Hoy estoy entresacando de mis recuerdos aquellos que como un pantallazo me retrotraen a otra época, hace algunos años. No tantos como para no tenerlos tan cerca en mis impresiones y en mis emociones. Aún hoy, al intentar este relato, se me escapan lágrimas, quizá contenidas durante largo tiempo.
Salí de mi país en tren, en un tren de pasajeros, hacia el norte. Cruzamos en lancha el río de los pájaros pintados, para llegar a Concepción del Uruguay, en la provincia de Entre Ríos.
Recuerdo que en el tren viajaban tres o cuatro soldados. Estaban sentados frente a mí. Uno de ellos me prestó el capote (era de noche y yo tenía frío, creo que por el susto). Yo viajaba de “incógnito” y me aterraba pensar que esos soldados podían darse cuenta de que yo había salido en la “cadena”.
Nunca había sido detenida, nunca había salido muy lejos del Uruguay. Mi gran delito fue creer que en mi patria se podría decir lo que uno pensaba, tanto en lo político como en lo sindical.
Durante ese largo y para mí interminable viaje, hice un resumen de toda la lucha de todos los compañeros del Hospital de Clínicas; de mis camaradas del partido; del golpe de Estado, que fue un golpe al corazón de los orientales honestos; de la reciente huelga general, apoyada por nuestro pueblo trabajador.
El tren paraba en cada estación. Y algunos nombres me llevaban de la mano a los pacientes que provenían de allí y a los que muchas veces la asistente social tenía que entregarles el pasaje en ferrocarril para volver a sus pagos. Estaba muy fresca en mi memoria esa huelga donde hicimos nuestra primera experiencia de gobernar porque teníamos autodisciplina consciente y voluntaria. Nadie aflojó ni falló. A nuestro hospital venían los vecinos a traernos el paquete de fideos o de yerba. Así se expresaba la solidaridad. Se me representaban escenas de gente llegando a la amplia entrada.

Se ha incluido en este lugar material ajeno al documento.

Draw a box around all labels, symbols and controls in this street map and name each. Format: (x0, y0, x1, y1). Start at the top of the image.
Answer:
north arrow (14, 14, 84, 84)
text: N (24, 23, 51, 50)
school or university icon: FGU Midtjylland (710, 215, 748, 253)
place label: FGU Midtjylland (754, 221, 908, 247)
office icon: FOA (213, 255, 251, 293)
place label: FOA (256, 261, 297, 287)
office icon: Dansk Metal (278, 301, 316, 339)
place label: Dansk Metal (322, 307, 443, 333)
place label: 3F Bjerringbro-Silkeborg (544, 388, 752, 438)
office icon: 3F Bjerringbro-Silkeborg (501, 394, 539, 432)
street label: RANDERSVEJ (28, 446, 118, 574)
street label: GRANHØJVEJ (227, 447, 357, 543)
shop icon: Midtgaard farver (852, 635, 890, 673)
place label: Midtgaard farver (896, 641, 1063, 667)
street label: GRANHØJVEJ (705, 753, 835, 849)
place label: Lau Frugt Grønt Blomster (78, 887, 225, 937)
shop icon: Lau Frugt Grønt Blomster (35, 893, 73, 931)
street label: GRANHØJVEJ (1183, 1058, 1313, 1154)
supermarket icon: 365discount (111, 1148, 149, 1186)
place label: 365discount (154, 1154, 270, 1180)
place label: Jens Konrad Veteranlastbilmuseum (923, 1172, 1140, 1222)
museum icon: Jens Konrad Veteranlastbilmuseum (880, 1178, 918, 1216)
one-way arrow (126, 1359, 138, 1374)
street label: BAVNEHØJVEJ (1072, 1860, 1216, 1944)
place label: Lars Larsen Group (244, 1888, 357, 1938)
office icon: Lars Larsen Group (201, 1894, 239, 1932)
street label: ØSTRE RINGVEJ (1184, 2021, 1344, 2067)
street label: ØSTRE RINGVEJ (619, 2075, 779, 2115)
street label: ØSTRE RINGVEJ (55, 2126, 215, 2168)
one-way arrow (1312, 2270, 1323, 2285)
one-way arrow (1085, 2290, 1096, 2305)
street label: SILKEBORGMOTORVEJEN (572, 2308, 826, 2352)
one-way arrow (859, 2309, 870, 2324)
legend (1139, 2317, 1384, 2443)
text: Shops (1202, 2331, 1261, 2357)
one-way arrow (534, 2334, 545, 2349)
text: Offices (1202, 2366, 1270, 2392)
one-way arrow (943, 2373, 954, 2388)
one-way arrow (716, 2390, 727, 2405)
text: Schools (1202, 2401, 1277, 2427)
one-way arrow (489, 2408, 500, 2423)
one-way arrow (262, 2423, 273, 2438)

Mi compañero y yo íbamos a cruzar la frontera. No sabíamos a ciencia cierta qué habría más adelante en nuestras vidas. Eso sí, ninguno de los dos obligó al otro a comenzar esta nueva etapa.
El exilio
Unos pasajeros bajaban y otros subían en ese viaje que no me propuse hacer. Es que tuve sólo cinco minutos para salir de mi casa. Estaba pasando la aspiradora cuando comienza la marcha militar y el comunicado en cadena de las Fuerzas Conjuntas. Vengo a enterarme que de una larguísima lista de detenidos que ellos empezaron a vomitar, nombres de compañeros y compañeras de una columna del Partido Comunista del Uruguay, yo, fulana de tal, era la última. La última de la lista y dada por detenida. No ya requerida. Mi familia viajó muchos quilómetros, llamó a los teléfonos, averiguó en donde pudo, creyó que estaba presa. Luego se supo que con mi compañero, con mi entrañable compañero, firme y claro en sus ideales, casi sin hablarnos, emprendimos ese doloroso camino del exilio. Fue en ese momento, en una fecha que no olvidé, el 7 de febrero de 1976, que “ellos” me hicieron clandestina.
Llegamos a Concepción del Uruguay el 9 de febrero. Atrás había quedado tanto. Lo material, los amigos, la lucha, la familia, el barrio, el trabajo. Y un 9 de febrero –recordado día de los comunicados 4 y 7 del año 1973– los “salvadores de la patria” me expulsaron prácticamente de esa “mi patria”.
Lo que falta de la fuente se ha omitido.